Once I was face down, I could see Katie’s shoes (clogs with a pink-and-purple marble pattern and distinct round toe) as she positioned me on the table, tugging at a paper-thin sheet (not designed to provide comfort or warmth, but there so staff can maneuver your body to the precise location the radiation beams need to attack the cancer). I didn’t care how much tugging needed to occur, I just wanted to be in the exact spot for the radiation beams to kill the cancer.
At some point during the tugging and repositioning, two new pairs of shoes joined Katie and me: lavender-and-gray sneakers with laces and solid white clogs that looked brand new. I love shoes, I’m a shoe person! But I wondered, who are the people wearing these shoes? Why are they in the room suddenly now? Is Katie not able to get me in the right position for treatment? Does she need more help? Does this mean the beams may not hit the exact spot to get the cancer?
Everyone who enters a patient’s room is supposed to introduce themselves. Did they forget? Do they think it doesn’t matter since I can’t see them? Whatever the reason, I didn’t ask for their names either. I didn’t say anything. In fact, I held my breath and squeezed the handlebars (where you place your hands during radiation) because I was convinced my life depended on Katie and whoever these other two people were getting me aligned so that only the right amount of radiation entered my body.
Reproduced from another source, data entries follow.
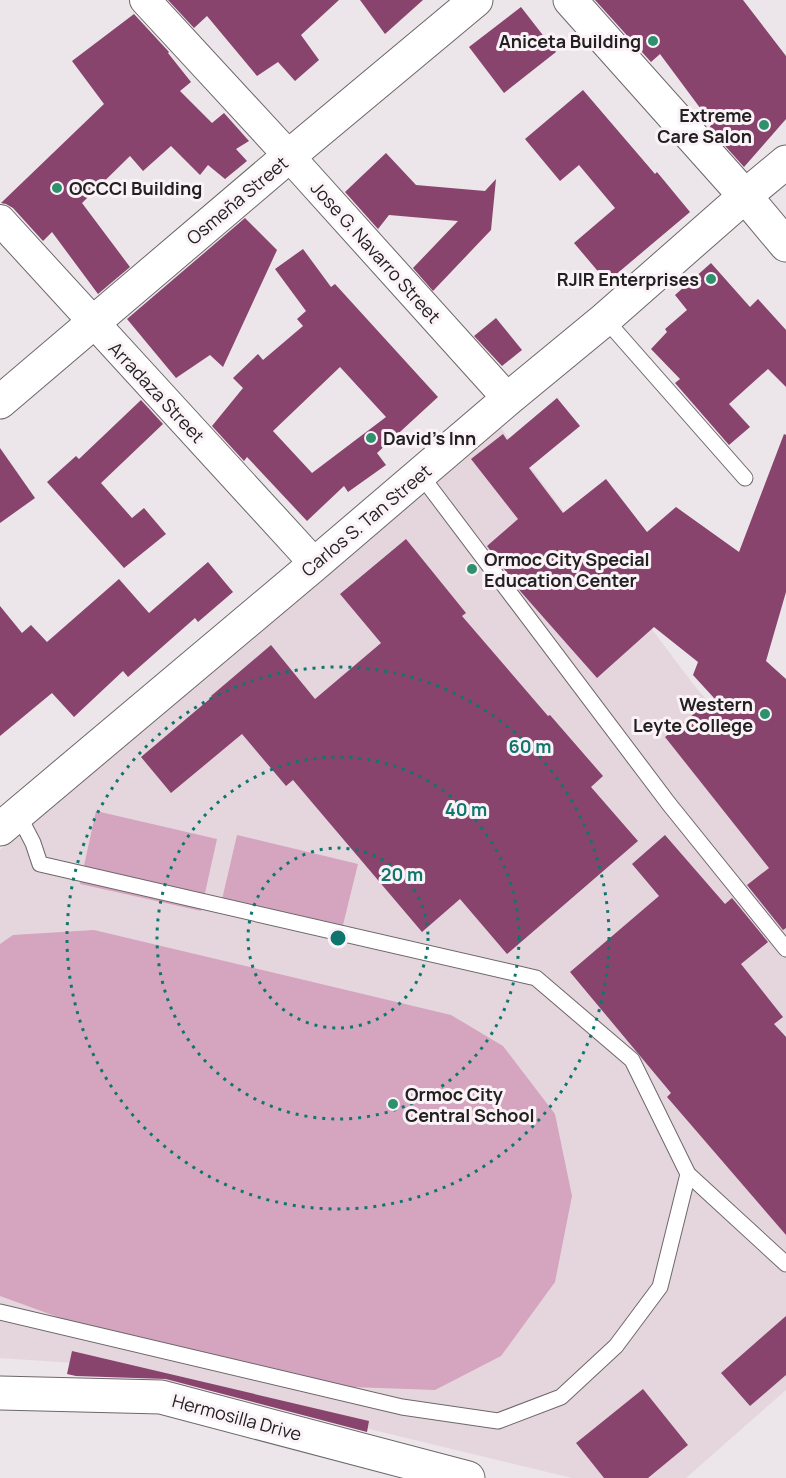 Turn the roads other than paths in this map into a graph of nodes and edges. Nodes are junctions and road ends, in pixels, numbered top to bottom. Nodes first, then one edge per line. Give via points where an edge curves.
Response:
1 (145, 0) edge
2 (476, 0) edge
3 (570, 0) edge
4 (289, 156) junction
5 (786, 162) edge
6 (745, 196) junction
7 (0, 220) edge
8 (786, 245) edge
9 (605, 319) junction
10 (94, 323) junction
11 (508, 399) junction
12 (0, 402) edge
13 (420, 474) junction
14 (745, 478) dead end
15 (315, 564) junction
16 (9, 822) edge
17 (786, 949) edge
18 (688, 1174) junction
19 (786, 1264) edge
20 (0, 1312) edge
21 (0, 1393) edge
22 (468, 1478) edge

1 - 4 street, Jose G. Navarro Street
2 - 4 street, Osmeña Street
3 - 6 street
4 - 10 street, Osmeña Street
4 - 11 street, Jose G. Navarro Street
5 - 6 street, Carlos S. Tan Street
6 - 8 street
6 - 9 street, Carlos S. Tan Street
7 - 10 street, Arradaza Street
9 - 11 street, Carlos S. Tan Street
9 - 14 lane
10 - 12 street, Osmeña Street
10 - 15 street, Arradaza Street
11 - 13 street, Carlos S. Tan Street
13 - 15 street, Carlos S. Tan Street
13 - 17 lane via 669,804
15 - 16 street, Carlos S. Tan Street
16 - 18 lane via 33,843 40,864 536,978 632,1060
18 - 19 lane
18 - 20 lane via 660,1287 616,1346 561,1397 498,1421 402,1407
21 - 22 street, Hermosilla Drive via 162,1397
For the first time in my life, I was afraid I might not see my kids grow up, scared my husband might become a widow, terrified I might leave this world before my parents and cause them unimaginable pain. I was afraid for a lot of reasons, all of which were running through my head as I stared at the floor. And the random shoes scared me, too.
I had 28 radiation sessions, 21 of which were face down. I know the color and style of every pair of shoes that entered the room, but most people wearing them never introduced themselves. I could see them shifting and turning as the wearers aligned my body to the perfect spot, but I never learned these peoples’ names.
As I reflect at month 13 in my cancer journey, the nameless shoes tug at me — both as a patient and as a healthcare worker. A name, something so simple but of immense worth. The start of every connection, the only thing from birth until death that does not change, the most personal aspect of a human being, something of this magnitude cannot and should not take on a different form, such as shoes, ever — most certainly not at a time when someone’s life depends on you. But it happened, and I want to prevent it from happening again.
For all the radiation oncology patients out there, staring at the floor and nervously watching as shoes scurry below, don’t let shoes “replace” a name! And for all the radiation technologists saving lives, share your name! Make the connection between your name and your shoes — and then keep working miracles.